Robinhood v. Wall Street. From bitcoin to Ethereum. The buzzwords are everywhere and if you feel like you can’t keep up, you’re not alone. And trying to stay on top of every new fintech startup might be causing your head to spin.
Fintech is used to describe new tech that seeks to improve and automate the delivery and use of financial services. At its core, fintech is utilized to help companies, business owners, and consumers better manage their financial operations, processes, and lives by utilizing that are used on computers and, increasingly, smartphones. Fintech, the word, is a combination of "financial technology."
From specialized software and algorithms, some elements of fintech are starting to use cutting edge technologies such as blockchain and artificial intelligence (AI).
The word fintech conjures up an expansive list of agile startups threatening big banks and Wall Street. But it also refers to steps the financial services insiders are taking to stay competitive. And increasingly, the small startups have begun partnering with established industry giants.
In all these permutations, fintech—which can be powered by the most basic technologies such as the Internet and mobile apps, as well as the very advanced like blockchain and AI—has the potential to disrupt and revolutionize financial services. We already see rapid change in who accesses financial services and how they do it.
1. Growing number of banks will offer embedded solutions
Embedded finance has been a growing trend over the past year and is well-positioned to grow even further as numerous banks look to become service providers to non-bank and non-financial institutions looking to deliver a customer experience or service proposition involving financial services as a component of a larger offering.
2. Growing number of banks will offer embedded solutions
Many fintechs will likely reinvent themselves into data organizations and data providers that happen to provide payments and other financial services in order to differentiate their organizations in the eyes of investors and the market.
3. There will be a stronger focus on dealmaking in underdeveloped regions
Investors will ramp up their targeting of jurisdictions considered to be underdeveloped in terms of financial services — making more deals in regions like Africa, Southeast Asia, Latin America, and the Middle East.
4. Environmental, Social And Governance Initiatives
Environmental, social and corporate governance, also known as ESG, is a domain that’s garnered considerable attention and huge influxes of investment funds in recent years. This year, as the host of COP27 vows to revive global efforts in combating climate change, investments in the ESG space can be expected to further increase. Bloomberg analysts estimate that global ESG assets will surpass the $53 trillion mark by 2025, accounting for more than one-third of total assets under management.
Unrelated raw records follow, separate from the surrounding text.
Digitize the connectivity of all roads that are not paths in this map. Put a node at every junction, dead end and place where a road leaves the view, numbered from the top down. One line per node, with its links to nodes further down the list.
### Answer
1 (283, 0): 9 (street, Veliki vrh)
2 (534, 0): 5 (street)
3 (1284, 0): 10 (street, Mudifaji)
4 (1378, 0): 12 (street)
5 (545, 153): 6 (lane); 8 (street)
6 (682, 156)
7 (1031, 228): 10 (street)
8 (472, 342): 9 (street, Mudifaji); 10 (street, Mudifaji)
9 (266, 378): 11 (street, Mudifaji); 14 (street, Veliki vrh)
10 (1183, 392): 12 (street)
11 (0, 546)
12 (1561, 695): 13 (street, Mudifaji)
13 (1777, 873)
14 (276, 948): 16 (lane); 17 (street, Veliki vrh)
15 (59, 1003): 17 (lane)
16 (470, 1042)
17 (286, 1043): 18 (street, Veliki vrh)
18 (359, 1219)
Further, incubators designed specifically for ESG-focused fintech solutions have emerged to cater to firms and organizations in this niche. The Monetary Authority of Singapore (MAS), for example, has joined hands with Google Cloud to launch the Point Carbon Zero Programme with an aim to support climate fintech innovation in Asia.
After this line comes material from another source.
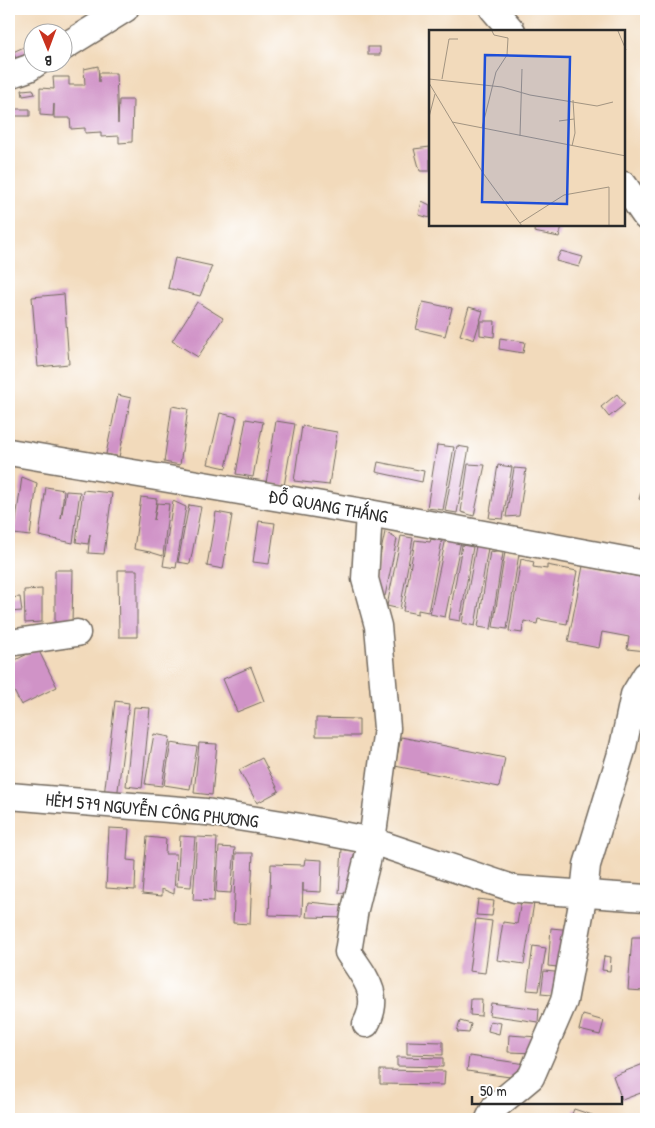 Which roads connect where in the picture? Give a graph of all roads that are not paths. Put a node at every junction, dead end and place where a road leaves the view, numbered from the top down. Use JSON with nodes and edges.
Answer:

Riding the waves of the latest fintech trends while being socially responsible, fintech companies with ESG mandates can enjoy the benefits of both worlds and uniquely position themselves for rapid and exponential growth.
5. Blockchain Technology
This year has been a rollercoaster ride for crypto traders and investors. In the worst of times, some $2 trillion worth of paper wealth evaporated compared with the peak the year before.
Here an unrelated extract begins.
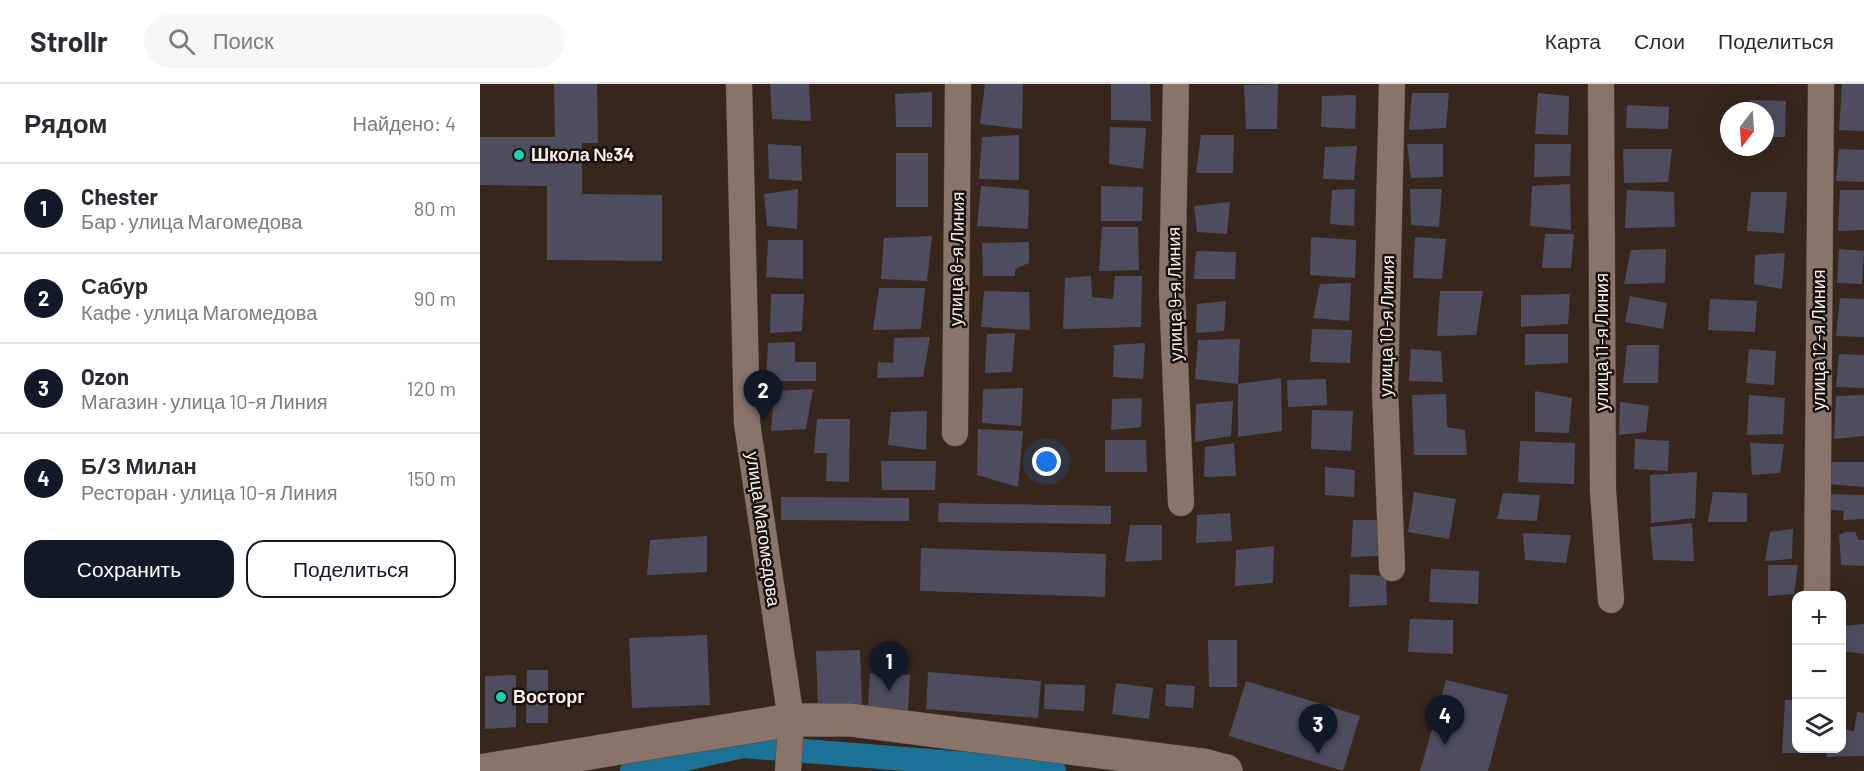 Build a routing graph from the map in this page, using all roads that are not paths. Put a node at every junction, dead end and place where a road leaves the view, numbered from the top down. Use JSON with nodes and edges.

That said, the fall could be transient, not permanent. This is partially because the underlying blockchain technology has much broader applications—a notable one being cross-border payments.
At present, the international fund transfer process tends to be protracted and expensive. Blockchain technology, however, aims to address these issues with increased speed and security in international payments, as well as typically lower costs.
Recent survey findings revealed that more than half (52%) of consumers view cryptocurrency as a “valid alternative” for making overseas fund transfers, and 45% are already using it for this purpose. In this regard, blockchain technology could be a real game-changer. And if this is another dot-com bubble, the cloud surely has a silver lining.